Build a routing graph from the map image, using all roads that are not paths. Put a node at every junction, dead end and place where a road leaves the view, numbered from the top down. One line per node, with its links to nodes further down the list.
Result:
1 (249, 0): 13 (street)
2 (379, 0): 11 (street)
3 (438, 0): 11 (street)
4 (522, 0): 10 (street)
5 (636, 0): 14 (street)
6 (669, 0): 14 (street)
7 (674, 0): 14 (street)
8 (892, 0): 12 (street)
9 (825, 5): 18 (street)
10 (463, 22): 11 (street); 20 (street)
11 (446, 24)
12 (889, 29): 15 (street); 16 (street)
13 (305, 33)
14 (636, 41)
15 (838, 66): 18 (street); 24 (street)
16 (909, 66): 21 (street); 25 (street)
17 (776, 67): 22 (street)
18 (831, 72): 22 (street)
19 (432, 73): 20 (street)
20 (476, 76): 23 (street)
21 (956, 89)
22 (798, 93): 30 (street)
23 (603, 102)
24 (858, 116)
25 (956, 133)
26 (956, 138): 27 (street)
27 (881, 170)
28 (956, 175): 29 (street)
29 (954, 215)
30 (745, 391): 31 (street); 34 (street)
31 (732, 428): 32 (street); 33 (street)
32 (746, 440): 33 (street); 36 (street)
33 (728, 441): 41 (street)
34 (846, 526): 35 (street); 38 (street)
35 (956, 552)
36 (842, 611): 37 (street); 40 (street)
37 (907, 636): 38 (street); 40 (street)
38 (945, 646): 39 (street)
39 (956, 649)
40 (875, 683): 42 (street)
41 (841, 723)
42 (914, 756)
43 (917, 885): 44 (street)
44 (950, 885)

— Task description —
All entries above need to be copied verbatim.

— Exercise response —
Build a routing graph from the map image, using all roads that are not paths. Put a node at every junction, dead end and place where a road leaves the view, numbered from the top down. One line per node, with its links to nodes further down the list.
Result:
1 (249, 0): 13 (street)
2 (379, 0): 11 (street)
3 (438, 0): 11 (street)
4 (522, 0): 10 (street)
5 (636, 0): 14 (street)
6 (669, 0): 14 (street)
7 (674, 0): 14 (street)
8 (892, 0): 12 (street)
9 (825, 5): 18 (street)
10 (463, 22): 11 (street); 20 (street)
11 (446, 24)
12 (889, 29): 15 (street); 16 (street)
13 (305, 33)
14 (636, 41)
15 (838, 66): 18 (street); 24 (street)
16 (909, 66): 21 (street); 25 (street)
17 (776, 67): 22 (street)
18 (831, 72): 22 (street)
19 (432, 73): 20 (street)
20 (476, 76): 23 (street)
21 (956, 89)
22 (798, 93): 30 (street)
23 (603, 102)
24 (858, 116)
25 (956, 133)
26 (956, 138): 27 (street)
27 (881, 170)
28 (956, 175): 29 (street)
29 (954, 215)
30 (745, 391): 31 (street); 34 (street)
31 (732, 428): 32 (street); 33 (street)
32 (746, 440): 33 (street); 36 (street)
33 (728, 441): 41 (street)
34 (846, 526): 35 (street); 38 (street)
35 (956, 552)
36 (842, 611): 37 (street); 40 (street)
37 (907, 636): 38 (street); 40 (street)
38 (945, 646): 39 (street)
39 (956, 649)
40 (875, 683): 42 (street)
41 (841, 723)
42 (914, 756)
43 (917, 885): 44 (street)
44 (950, 885)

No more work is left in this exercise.